The decision of the Tánaiste to meekly endorse the decision to nominate Mr. O'Flaherty indicates that the Progressive Democrats has abandoned its self-proclaimed role as the watchdog of Fianna Fáil in Government and is now willing to serve out the remainder of this Government's term of office as a compliant lapdog for its senior partner.

The Labour Party has been a consistent opponent of many of the Progressive Democrats' policies since its inception, especially its right wing economic ones. However, like many people, I have always had a genuine and strong regard for the personal and political integrity of many members of the Progressive Democrats. On many occasions they have taken a stand for standards in office, sometimes at considerable cost to themselves. We all remember the striking "standing by the Republic" speech made in this House to which all of us could rally. It is difficult to believe a decision such as that being debated tonight would have been approved by the Progressive Democrats when Deputy O'Malley was leader of that party.

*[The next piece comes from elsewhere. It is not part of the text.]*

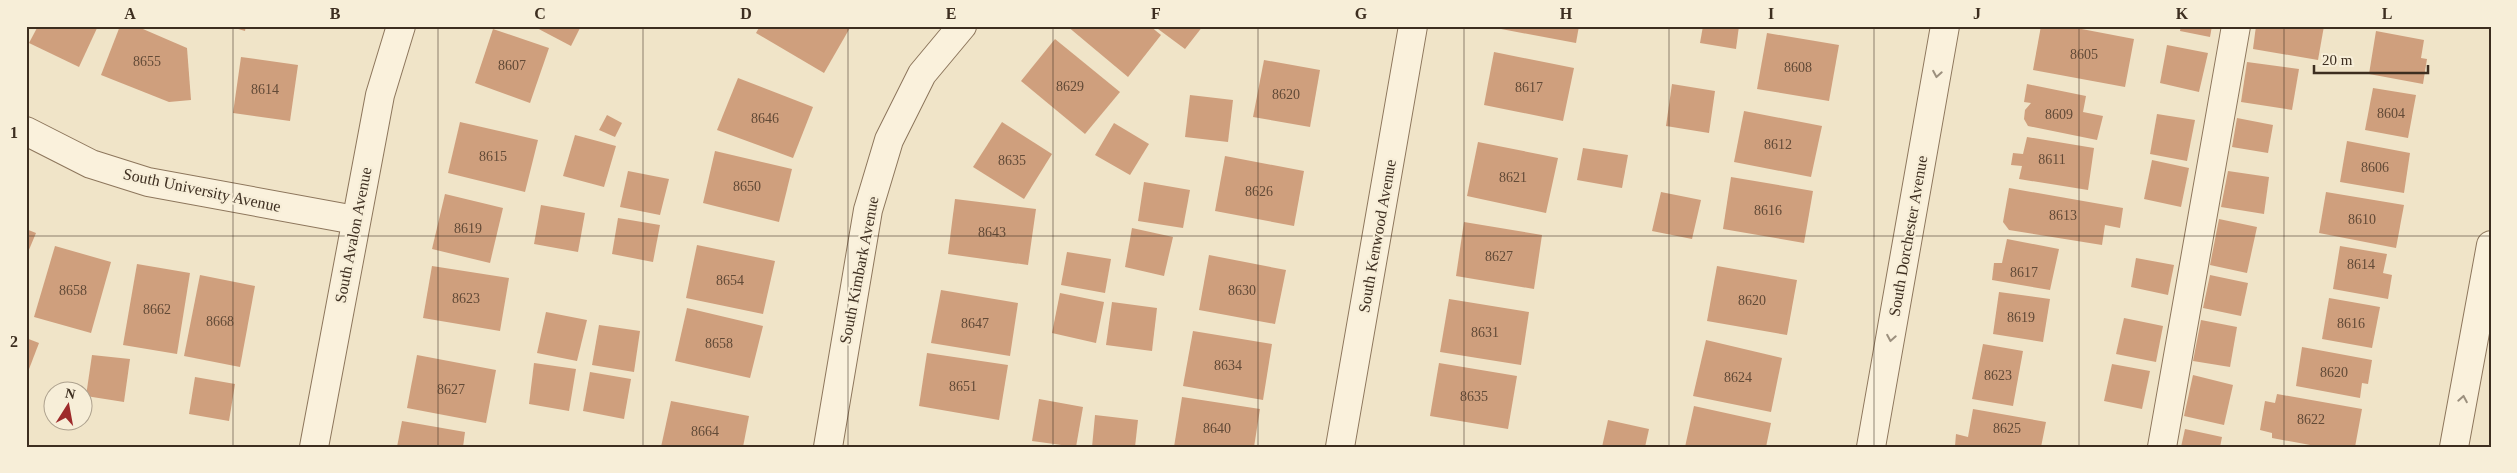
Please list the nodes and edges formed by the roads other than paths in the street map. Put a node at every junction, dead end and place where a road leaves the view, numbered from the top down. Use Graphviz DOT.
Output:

The explanations offered by anonymous spokespersons for the Tánaiste that the Progressive Democrats "could not oppose everything" and that "this was Fianna Fáil's call" are just too feeble for words, too inadequate and pathetic to justify a response. We are informed that the Tánaiste has made herself unavailable for public comment or interview in respect of this matter—

That makes a change.

—until she hears directly the views of her parliamentary party tomorrow. One would not have thought this would prove to be a major job.

In May of last year the Tánaiste, Deputy Harney, locked herself away in her Department for days on end and was willing to bring down the Government until the Taoiseach issued a statement of apology to her because she believed he had not honoured a commitment he had given to her that he would inform the Dáil that he had earlier made inquiries of the Department of Justice, Equality and Law Reform about the Sheedy case. Who was the intermediary between the collapsing Government and the embattled Tánaiste locked in her ivory tower on that occasion? It happened to be the Minister for Finance, the author of the order which is the subject of this debate.

When one reflects on the position that obtained last year, it is clear that the new Progressive Democrats order dictates that a personal snub to the Tánaiste is regarded as sufficient grounds to threaten to bring down the Government. On the other hand, it is obvious that a patently inappropriate appointment, which flies in the face of logic and public opinion and which will clearly do further significant damage to public confidence in the political system, to a senior European position is grounds merely for a helpless shrug of the shoulders from the Progressive Democrats.

At a time when the standing of politics and the political system has never been at a lower ebb, the last thing we need is an appointment of the nature proposed in the Government amendment. This appointment will inevitably give rise to further suspicion among the public of cronyism, secret deals and debts being repaid.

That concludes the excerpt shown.